В давние времена, когда эти леса славились разбоями, на этом месте Божья Матерь чудом спасла одного благочестивого путника, попавшего в руки разбойников. В благодарность он построил эту часовню, куда (не помню, какого числа) с давних пор совершаются богомолья. Поныне в этот день к Божьей Матери сходится более 100 000 человек. Ходили, конечно, и мы, даже не раз. Катя, кажется, ездила, потому что туда и конка ходит, то есть на три четверти дороги, а дальше дорога идет уже лесом. Часовня Божьей Матери вся горела огнями, а вокруг был целый стан балаганов, где богомольцы ели и пили, и целый рынок. Впрочем, молитвенного элемента замечалось маловато. Все имело вид больше праздника, только, конечно, без каруселей. В лавочках продавались кресты и иконы, но еще больше игрушек, пряников и тому подобного. Однако около часовни толпа постоянно стояла и слушала молебны. Наши Депрели, конечно, тоже ходили на богомолье, как ходили и в церковь. Впрочем, мадам Депрель, улыбаясь, заметила, что к часовне Божьей Матери некоторые ходят на богомолье, а некоторые — просто для прогулки.

Это продолжительное пешеходство по лесам и полям, иногда по целым дням, меня сильно поправило, особенно в связи с тем, что я и внутренне становился спокойнее. Лично для себя я уже установился, порвал с прошлым. В отношении эмигрантов тоже принял твердую линию: не выступая еще с громогласной, публичной антиреволюционной пропагандой, я всем, с кем сталкивался, говорил свои мнения, критиковал их, присматриваясь, на кого можно будет опереться, чтобы образовать, как мне тогда мечталось, группу, то есть среду, людей антиреволюционных. В то время я о возвращении в Россию не думал, так как это представлялось явной невозможностью, а думал просто основаться во Франции, зарабатывать себе хлеб литературной работой, а вместе с тем проповедовать свои новые идеи. Все это рисовало мне положение нелегкое, но за невозможностью другого я на нем останавливался, а всякое принятое решение успокаивает.

Я был в это время с внешней стороны далеко не одинок. Помимо французов, которых у меня было много знакомых, большею частью неблизких, в мире более или менее социалистическом у меня оставались такие друзья, как Родовичи (румыны). Старший Родович, неглупый и весьма симпатичный, сам казался в тех же сомнениях, какие были раньше у меня, и охотно слушал мои рассуждения. Мы, казалось, во многом сходились, и я бывал у Родовичей как дома. Между прочим, благодаря ему я получил из Румынии, от друзей его, солидную сумму — тысячи полторы франков в виде неопределенного займа, что и дало мне возможность перебраться на осень в Париж, расплатившись со всякими долгами. Через Родовичей я познакомился и с сербами, из которых Павел Маринкович до конца остался на моей стороне. Из русских моими друзьями оставались Серебряков с прилегающими к нему ничтожностями вроде его жены и Симоновских (то есть Коганов), также Бах и кое-кто около него крутившийся (в том числе Ландезен, впоследствии так странно разоблачившийся в деле Лаврениуса).
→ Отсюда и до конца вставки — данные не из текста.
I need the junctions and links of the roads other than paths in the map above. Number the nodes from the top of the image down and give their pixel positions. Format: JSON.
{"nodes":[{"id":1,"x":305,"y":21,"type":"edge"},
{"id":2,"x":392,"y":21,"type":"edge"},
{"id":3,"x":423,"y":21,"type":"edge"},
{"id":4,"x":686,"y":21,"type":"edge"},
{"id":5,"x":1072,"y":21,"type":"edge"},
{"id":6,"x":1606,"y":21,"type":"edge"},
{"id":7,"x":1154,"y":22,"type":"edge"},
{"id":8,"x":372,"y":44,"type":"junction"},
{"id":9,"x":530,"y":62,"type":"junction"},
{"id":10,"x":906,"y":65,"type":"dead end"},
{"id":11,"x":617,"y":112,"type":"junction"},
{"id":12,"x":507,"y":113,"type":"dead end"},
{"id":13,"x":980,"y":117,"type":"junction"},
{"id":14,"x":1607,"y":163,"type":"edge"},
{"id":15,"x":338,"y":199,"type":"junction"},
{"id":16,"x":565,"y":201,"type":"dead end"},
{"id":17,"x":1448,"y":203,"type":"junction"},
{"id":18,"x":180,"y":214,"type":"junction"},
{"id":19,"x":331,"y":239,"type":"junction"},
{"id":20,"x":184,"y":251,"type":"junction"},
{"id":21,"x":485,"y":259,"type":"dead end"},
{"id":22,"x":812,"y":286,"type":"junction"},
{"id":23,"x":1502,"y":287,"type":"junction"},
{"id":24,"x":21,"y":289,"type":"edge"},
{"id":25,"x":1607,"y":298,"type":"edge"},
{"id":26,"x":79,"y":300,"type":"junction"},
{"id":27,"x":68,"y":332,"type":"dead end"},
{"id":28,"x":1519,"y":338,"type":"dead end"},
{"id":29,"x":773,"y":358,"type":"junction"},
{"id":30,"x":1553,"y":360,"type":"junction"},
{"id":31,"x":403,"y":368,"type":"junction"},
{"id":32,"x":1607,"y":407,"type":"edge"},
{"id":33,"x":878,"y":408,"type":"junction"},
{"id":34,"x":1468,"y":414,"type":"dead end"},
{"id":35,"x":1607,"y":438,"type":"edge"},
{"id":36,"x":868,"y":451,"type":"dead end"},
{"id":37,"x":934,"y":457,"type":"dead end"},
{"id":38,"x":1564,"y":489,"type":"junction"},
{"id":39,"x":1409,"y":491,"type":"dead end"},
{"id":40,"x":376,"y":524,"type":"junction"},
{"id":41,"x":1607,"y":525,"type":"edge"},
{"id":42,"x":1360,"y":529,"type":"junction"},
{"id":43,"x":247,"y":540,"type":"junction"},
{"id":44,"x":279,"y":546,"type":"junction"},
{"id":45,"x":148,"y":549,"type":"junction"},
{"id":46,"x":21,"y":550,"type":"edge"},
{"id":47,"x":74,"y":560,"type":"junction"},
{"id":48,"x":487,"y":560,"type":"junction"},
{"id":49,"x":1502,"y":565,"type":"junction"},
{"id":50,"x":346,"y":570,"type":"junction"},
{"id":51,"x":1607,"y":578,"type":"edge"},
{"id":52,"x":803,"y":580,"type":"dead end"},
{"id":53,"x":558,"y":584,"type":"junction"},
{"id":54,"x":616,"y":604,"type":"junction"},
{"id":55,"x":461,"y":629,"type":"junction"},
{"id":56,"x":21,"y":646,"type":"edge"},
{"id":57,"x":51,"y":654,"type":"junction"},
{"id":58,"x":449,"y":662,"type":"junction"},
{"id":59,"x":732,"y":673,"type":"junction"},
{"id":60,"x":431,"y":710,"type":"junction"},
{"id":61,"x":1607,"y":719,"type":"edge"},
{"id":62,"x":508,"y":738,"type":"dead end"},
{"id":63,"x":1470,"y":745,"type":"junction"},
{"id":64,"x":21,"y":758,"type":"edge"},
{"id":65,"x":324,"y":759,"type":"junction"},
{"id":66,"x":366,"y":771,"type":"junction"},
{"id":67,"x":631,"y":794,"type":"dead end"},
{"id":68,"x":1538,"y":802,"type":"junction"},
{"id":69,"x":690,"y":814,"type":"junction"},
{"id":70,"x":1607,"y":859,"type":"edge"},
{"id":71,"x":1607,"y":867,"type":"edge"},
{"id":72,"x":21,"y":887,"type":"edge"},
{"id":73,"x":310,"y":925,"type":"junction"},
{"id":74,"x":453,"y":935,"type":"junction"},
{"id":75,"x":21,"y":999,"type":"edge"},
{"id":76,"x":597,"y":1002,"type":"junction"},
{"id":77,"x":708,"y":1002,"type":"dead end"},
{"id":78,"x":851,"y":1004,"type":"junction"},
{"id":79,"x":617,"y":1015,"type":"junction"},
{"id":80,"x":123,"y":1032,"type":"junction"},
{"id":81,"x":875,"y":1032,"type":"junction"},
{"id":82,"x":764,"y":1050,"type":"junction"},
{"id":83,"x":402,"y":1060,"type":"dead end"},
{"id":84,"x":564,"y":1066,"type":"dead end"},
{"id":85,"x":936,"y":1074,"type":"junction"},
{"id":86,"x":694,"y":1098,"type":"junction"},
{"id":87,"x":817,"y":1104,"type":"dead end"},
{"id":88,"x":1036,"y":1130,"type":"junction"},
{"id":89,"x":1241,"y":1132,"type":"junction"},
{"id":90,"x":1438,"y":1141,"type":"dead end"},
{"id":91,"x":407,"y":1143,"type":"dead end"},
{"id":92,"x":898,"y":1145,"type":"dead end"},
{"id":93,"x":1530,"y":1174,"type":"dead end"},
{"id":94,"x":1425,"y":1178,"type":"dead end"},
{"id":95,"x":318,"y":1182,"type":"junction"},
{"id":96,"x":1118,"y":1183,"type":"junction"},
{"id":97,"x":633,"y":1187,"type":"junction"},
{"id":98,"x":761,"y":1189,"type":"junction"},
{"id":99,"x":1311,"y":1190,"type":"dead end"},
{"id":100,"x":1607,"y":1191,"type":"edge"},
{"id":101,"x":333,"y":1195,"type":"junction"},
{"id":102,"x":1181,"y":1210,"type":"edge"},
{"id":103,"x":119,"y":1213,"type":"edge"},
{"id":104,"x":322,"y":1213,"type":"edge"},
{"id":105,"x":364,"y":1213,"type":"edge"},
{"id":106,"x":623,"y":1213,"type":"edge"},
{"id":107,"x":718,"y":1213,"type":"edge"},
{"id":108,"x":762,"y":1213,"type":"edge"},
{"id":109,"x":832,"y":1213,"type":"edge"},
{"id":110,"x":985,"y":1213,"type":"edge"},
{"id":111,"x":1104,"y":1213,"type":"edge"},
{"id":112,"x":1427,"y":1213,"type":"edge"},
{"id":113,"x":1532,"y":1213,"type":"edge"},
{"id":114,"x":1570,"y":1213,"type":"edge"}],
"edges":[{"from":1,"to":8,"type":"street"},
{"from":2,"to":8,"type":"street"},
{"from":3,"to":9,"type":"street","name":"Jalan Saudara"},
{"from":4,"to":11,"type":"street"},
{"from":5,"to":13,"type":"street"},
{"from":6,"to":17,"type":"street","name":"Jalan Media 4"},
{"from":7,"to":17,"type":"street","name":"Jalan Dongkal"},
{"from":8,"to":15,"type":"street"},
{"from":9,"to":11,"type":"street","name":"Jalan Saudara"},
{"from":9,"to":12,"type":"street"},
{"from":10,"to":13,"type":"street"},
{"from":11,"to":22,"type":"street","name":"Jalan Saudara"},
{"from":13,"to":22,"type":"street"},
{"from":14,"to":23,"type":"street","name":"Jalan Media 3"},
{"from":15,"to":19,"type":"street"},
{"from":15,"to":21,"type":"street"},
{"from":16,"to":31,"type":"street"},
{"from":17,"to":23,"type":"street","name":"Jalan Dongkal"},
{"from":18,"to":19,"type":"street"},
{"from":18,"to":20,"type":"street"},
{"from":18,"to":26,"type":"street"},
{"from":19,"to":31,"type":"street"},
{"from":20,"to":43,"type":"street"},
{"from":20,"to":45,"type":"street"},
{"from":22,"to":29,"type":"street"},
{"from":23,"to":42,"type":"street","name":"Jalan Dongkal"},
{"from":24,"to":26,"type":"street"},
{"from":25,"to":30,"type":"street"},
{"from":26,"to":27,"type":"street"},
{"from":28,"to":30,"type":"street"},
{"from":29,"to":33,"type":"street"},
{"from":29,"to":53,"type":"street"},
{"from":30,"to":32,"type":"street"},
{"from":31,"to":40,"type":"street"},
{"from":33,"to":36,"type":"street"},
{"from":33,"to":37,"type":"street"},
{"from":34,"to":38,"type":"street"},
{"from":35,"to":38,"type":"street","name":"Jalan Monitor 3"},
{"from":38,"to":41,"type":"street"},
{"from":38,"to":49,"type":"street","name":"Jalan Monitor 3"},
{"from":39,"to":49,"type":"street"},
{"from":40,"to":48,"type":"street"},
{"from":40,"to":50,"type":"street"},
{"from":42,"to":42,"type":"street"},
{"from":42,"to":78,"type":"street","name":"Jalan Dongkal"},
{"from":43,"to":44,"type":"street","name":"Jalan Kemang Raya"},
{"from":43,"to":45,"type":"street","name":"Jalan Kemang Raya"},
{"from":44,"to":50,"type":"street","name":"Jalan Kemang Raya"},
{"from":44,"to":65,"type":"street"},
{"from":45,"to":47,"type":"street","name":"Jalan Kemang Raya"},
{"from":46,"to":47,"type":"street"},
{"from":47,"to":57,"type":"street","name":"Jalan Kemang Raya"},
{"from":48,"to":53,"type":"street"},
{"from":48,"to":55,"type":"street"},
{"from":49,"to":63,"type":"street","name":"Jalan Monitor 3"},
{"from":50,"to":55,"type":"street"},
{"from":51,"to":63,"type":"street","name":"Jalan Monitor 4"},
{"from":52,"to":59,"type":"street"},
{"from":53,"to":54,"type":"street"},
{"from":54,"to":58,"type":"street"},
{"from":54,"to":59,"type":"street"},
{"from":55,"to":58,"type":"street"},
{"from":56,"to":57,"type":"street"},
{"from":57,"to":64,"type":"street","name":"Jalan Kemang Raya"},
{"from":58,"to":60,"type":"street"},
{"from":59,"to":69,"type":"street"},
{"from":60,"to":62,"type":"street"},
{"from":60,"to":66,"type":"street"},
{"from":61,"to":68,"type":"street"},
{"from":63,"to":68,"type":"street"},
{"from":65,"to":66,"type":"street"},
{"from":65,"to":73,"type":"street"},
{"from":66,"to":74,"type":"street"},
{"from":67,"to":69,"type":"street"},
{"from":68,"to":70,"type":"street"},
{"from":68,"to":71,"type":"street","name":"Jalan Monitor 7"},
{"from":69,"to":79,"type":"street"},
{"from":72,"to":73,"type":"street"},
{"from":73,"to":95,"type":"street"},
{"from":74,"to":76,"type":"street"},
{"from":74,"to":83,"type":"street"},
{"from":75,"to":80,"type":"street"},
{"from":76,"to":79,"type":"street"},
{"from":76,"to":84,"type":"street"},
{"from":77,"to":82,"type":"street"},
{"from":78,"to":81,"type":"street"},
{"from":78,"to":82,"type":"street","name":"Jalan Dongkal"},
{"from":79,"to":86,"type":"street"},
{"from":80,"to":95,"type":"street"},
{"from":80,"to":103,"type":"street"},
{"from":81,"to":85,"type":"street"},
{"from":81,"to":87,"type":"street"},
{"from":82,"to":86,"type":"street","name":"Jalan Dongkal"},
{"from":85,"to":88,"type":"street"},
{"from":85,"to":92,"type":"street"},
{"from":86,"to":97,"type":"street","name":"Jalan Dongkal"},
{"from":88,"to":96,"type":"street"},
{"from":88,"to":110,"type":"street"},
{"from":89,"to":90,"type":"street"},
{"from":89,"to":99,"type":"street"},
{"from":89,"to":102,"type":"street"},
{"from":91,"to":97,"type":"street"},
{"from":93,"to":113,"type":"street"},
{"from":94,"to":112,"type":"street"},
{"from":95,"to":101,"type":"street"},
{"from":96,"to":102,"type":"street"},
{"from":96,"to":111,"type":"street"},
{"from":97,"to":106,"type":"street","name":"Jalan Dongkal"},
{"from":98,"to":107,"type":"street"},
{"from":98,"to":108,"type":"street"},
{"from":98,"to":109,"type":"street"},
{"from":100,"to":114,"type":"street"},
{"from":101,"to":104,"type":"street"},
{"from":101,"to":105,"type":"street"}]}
На моей же стороне казался и Н. С. Русанов; было много и мелочи, вроде Александрова, Ромма и так далее, потом целая куча молодежи, не эмигрантов, которые продолжали тянуться ко мне, хотя старые эмигранты, «столпы» революции, старались уже их ко мне не пускать. Из этой молодежи нашим другом стала особенно Федосья Васильевна Вандакурова.